# Is science fiction in the doldrums?



## Scifi fan (Nov 30, 2008)

My friend, who owns a specialty science fiction bookstore, says that science fiction is in the doldrums, because there are no new golden age authors to excite the imagination. More importantly, there are no TV or movies in that genre to get a new generation of children interested in the genre. Science fiction was doing well when Star Trek was around, and, with the new release of the Star Wars saga a decade ago, the genre continued to do well. But not now. 

Fantasy, by contrast, is doing well, because of the Harry Potter and Narnia franchises. And the Lord of the Rings trilogy is still going on strong, both in DVD sales and renewed interest in Middle Earth. And production has begun on The Hobbit. 

As for horror, I know nothing about it, but I think Twilight is going strong, and there seems to be some strong stories in print and on TV. But I am totally ignorant about this genre. 

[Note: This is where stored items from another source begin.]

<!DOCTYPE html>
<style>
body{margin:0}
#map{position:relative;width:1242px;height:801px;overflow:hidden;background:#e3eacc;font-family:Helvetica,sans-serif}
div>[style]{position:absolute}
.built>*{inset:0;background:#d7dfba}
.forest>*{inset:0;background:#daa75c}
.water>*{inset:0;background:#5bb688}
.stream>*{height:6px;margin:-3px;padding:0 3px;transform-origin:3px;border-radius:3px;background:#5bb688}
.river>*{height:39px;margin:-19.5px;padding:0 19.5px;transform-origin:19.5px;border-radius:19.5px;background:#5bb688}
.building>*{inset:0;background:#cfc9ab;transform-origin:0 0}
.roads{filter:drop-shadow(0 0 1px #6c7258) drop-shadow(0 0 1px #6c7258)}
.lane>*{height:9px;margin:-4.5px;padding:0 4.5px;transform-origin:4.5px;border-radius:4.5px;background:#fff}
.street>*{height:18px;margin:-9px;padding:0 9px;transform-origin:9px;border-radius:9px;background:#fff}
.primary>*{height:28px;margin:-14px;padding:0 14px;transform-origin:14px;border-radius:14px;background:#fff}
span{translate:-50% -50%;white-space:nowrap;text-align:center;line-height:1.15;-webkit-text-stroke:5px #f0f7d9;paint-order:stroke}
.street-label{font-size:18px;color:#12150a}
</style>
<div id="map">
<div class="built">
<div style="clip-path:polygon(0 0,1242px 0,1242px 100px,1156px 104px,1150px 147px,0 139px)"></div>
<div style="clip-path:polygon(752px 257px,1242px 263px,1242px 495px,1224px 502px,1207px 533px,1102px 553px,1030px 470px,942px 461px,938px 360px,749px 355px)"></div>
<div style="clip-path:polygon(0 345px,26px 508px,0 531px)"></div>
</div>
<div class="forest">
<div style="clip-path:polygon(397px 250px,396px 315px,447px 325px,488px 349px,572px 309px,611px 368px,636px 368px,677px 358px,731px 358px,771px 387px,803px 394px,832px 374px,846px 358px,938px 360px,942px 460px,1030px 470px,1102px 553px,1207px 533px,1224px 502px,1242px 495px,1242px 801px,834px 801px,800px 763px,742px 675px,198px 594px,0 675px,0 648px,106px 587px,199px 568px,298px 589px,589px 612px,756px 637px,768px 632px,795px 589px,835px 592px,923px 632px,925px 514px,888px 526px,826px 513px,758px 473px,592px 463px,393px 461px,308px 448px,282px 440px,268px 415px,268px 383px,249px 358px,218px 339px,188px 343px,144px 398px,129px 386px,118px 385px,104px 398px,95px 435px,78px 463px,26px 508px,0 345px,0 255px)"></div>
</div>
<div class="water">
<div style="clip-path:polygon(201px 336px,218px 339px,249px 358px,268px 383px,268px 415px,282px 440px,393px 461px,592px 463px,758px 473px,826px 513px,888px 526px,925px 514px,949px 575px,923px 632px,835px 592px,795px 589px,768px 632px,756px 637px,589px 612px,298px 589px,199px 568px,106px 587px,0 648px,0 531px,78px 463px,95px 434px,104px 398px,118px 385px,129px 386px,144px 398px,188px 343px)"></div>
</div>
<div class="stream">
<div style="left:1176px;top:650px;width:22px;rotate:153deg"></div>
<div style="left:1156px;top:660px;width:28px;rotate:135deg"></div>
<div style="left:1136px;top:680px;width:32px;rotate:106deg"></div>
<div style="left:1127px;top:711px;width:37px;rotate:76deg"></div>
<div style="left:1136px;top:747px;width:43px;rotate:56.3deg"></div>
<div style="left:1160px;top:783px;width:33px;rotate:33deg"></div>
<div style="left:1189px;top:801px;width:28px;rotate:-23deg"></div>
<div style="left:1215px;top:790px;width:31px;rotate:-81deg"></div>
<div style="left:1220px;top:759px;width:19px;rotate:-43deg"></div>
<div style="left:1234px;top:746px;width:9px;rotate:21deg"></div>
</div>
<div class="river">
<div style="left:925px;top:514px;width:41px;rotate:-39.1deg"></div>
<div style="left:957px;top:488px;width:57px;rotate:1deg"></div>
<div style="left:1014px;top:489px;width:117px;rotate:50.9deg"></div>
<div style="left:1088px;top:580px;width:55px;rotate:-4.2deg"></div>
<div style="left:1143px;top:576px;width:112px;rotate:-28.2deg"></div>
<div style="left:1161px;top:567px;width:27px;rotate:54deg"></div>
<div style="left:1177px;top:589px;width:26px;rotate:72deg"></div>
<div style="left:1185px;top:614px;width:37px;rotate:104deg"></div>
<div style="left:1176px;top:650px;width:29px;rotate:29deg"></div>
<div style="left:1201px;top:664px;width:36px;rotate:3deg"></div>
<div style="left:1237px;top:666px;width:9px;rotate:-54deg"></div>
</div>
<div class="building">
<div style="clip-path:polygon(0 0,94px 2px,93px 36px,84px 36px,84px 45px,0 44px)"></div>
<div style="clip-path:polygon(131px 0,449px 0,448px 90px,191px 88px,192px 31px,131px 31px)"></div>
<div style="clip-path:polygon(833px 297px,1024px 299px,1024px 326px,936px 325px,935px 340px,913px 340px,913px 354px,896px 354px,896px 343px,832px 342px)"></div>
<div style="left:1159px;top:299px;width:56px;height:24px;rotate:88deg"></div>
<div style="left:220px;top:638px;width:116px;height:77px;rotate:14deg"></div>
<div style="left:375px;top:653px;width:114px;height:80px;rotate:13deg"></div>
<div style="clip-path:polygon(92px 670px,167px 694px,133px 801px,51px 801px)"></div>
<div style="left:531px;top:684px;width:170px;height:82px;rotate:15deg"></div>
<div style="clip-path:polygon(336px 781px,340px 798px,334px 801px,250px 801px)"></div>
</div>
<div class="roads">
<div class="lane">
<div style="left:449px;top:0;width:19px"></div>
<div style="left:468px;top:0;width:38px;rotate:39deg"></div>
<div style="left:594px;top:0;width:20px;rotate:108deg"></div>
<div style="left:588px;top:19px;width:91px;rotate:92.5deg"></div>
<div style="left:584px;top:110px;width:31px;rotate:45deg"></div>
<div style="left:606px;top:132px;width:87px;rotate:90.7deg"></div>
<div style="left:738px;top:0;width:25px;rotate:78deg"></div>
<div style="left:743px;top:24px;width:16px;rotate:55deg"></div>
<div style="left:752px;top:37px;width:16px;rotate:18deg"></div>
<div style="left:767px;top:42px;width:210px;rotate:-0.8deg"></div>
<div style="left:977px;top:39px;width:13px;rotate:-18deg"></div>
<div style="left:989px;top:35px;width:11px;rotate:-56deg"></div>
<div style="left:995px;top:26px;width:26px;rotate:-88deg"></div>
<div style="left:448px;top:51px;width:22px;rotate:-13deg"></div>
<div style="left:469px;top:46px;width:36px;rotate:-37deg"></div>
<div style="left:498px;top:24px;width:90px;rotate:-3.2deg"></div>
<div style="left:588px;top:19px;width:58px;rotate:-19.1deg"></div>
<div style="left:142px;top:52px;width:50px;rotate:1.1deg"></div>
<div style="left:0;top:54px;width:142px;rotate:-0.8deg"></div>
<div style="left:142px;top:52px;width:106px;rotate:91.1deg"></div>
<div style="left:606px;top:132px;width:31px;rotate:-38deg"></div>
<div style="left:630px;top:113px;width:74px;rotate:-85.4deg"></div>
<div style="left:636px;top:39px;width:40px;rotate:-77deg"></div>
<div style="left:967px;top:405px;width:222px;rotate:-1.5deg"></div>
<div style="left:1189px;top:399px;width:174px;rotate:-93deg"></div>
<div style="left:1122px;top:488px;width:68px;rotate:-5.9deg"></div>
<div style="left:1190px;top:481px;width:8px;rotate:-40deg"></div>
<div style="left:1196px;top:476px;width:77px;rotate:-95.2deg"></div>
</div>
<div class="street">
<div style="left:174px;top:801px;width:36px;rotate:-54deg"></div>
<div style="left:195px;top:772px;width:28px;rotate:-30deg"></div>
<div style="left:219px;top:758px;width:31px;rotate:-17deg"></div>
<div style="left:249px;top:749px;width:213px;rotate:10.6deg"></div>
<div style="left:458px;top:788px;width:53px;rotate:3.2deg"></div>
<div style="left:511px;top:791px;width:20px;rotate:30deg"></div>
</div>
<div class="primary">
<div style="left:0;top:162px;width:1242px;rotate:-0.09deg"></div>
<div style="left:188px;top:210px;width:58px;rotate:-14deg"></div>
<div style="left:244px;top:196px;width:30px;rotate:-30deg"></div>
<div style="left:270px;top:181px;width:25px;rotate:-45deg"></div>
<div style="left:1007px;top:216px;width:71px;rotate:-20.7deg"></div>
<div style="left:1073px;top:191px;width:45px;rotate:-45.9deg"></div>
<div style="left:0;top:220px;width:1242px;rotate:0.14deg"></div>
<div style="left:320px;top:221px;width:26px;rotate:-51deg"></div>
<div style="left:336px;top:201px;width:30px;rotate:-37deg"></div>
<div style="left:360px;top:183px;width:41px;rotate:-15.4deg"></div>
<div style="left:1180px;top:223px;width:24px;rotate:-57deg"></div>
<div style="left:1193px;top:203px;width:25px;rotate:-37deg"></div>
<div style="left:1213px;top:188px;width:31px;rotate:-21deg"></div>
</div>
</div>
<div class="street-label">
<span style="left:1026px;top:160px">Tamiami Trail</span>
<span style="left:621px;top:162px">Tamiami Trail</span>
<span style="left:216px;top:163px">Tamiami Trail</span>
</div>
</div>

So, is science fiction in the doldrums? Do we need a new set of Asimov's and Heinlein's?


----------



## The Ace (Nov 30, 2008)

It can't hurt.  Science-Fiction has always been a small part of the overall market but, as in all genres, skillful plot and storytelling have given way to mindless violence  and TV tie-ins,

A new generation of authors who know how to construct a decent plotline is good news in anybody's language.


----------



## HareBrain (Nov 30, 2008)

I'll tell you why Sci-fi is in the doldrums and fantasy is doing so well.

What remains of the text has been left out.